Em relação aos LED’s, tenho lido os comentários dos vários membros do fórum que os usam, bem como as opiniões a favor e contra de vários membros. No entanto, gostava mesmo de ter a opinião da TMC… talvez tenham algum aconselhamento sobre quantidades a utilizar mas não sei se irão responder! Vamos ver…
Quanto ao aquário, ainda vai demorar um pouco pois achámos que fazia falta umas “obrinhas” na sala. Um esgoto, uma torneira (para ligar a osmose), um extractor (com um higrómetro), alteração da instalação eléctrica e, por fim, uma pintura.
Espero, dentro em breve, iniciarmos um tópico com este processo de montagem. Digo iniciarmos, pois somos dois membros do fórum “apanhados” pelos recifes, eu e a minha mulher (Florbela Tavares).

Um abraço,

----------


## TMC IBERIA

Boa tarde caro Paulo Norberto,

Efectivamente não dispomos de cabos de suspensão com mais do que 1m, mas vejo que encontrou uma solução satisfatória.

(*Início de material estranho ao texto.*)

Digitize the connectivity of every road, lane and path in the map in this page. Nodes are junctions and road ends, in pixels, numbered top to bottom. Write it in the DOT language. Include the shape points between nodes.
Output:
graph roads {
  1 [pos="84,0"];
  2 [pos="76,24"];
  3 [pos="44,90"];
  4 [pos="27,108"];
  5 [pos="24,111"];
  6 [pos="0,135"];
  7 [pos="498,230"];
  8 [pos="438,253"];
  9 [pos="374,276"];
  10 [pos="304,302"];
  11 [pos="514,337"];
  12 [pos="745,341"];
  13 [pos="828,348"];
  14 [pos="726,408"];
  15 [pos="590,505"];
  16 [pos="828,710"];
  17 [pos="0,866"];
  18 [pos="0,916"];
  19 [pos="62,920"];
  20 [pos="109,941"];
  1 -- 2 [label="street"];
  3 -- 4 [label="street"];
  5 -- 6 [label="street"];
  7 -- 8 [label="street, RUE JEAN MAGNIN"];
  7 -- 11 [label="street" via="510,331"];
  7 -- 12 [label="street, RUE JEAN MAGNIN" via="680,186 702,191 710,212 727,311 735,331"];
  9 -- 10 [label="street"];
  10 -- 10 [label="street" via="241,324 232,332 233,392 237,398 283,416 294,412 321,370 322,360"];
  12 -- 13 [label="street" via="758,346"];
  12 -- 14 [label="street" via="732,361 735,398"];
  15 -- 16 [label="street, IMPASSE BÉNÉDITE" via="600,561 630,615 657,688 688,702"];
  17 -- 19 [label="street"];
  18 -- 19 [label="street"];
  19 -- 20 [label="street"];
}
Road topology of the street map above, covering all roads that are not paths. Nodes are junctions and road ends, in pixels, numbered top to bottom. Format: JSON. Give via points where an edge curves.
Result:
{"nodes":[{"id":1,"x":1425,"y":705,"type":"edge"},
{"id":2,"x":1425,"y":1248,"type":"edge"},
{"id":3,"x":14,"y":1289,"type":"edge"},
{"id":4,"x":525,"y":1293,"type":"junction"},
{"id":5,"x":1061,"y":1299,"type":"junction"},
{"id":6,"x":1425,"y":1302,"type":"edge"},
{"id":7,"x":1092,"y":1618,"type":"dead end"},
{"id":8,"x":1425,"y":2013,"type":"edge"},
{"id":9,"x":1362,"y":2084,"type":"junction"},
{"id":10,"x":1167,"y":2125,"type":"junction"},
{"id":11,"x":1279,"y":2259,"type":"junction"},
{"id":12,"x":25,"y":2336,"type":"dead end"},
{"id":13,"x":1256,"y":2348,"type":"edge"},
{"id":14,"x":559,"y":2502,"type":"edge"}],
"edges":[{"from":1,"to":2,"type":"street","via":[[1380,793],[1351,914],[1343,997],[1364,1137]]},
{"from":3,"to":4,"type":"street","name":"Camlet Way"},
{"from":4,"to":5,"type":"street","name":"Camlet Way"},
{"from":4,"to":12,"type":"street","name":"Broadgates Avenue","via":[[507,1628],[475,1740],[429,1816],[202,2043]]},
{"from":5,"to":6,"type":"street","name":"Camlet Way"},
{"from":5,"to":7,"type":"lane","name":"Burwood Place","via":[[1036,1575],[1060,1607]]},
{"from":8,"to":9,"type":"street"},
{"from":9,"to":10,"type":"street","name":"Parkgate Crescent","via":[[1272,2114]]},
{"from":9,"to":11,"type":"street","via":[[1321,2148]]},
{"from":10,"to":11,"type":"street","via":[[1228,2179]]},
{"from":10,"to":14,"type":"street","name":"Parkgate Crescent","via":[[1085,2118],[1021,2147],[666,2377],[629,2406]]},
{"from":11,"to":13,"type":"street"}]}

Em relação à iluminação necessária para o aquário com as medidas que referiu: Para um aquário de 120cm o aconselhado e sugerido por nós é a utilização de 2 Aquabeam 100 Hd Reef white, 1 Aquabeam 1500xg Ultima ao meio para criar uma luz geral de ângulo mais aberto e 4 barras aquabeam 500 ou 600, duas na linha da frente e 2 por trás das aquabeam 1000.

Com esta iluminação teria a quantidade de luz necessária para a manutenção e crescimento de corais duros. Com as unidades que refere já ter, fica apenas com o que sugerimos para um aquario de peixes e corais moles. A longo prazo os corais duros iriam provavelmente ressentir-se com essa iluminação.

Por outro lado vai depender bastante do layout que desejar. Que tinha em mente?
Como se trata de um sistema modular em que podemos ter diferentes qualidades luminosas em diferentes pontos do aquário, o layout afecta bastante a escolha das calhas a utilizar. Para um aquário com 2 ilhas de rocha a iluminação não será igual que para um aquário com uma parede de rocha ao fundo.

Desejamos-lhe desde muita sorte para o seu novo projecto e colocamo-nos á disposição para qualquer questão.

Com os melhores cumprimentos,

A Equipa TMC

----------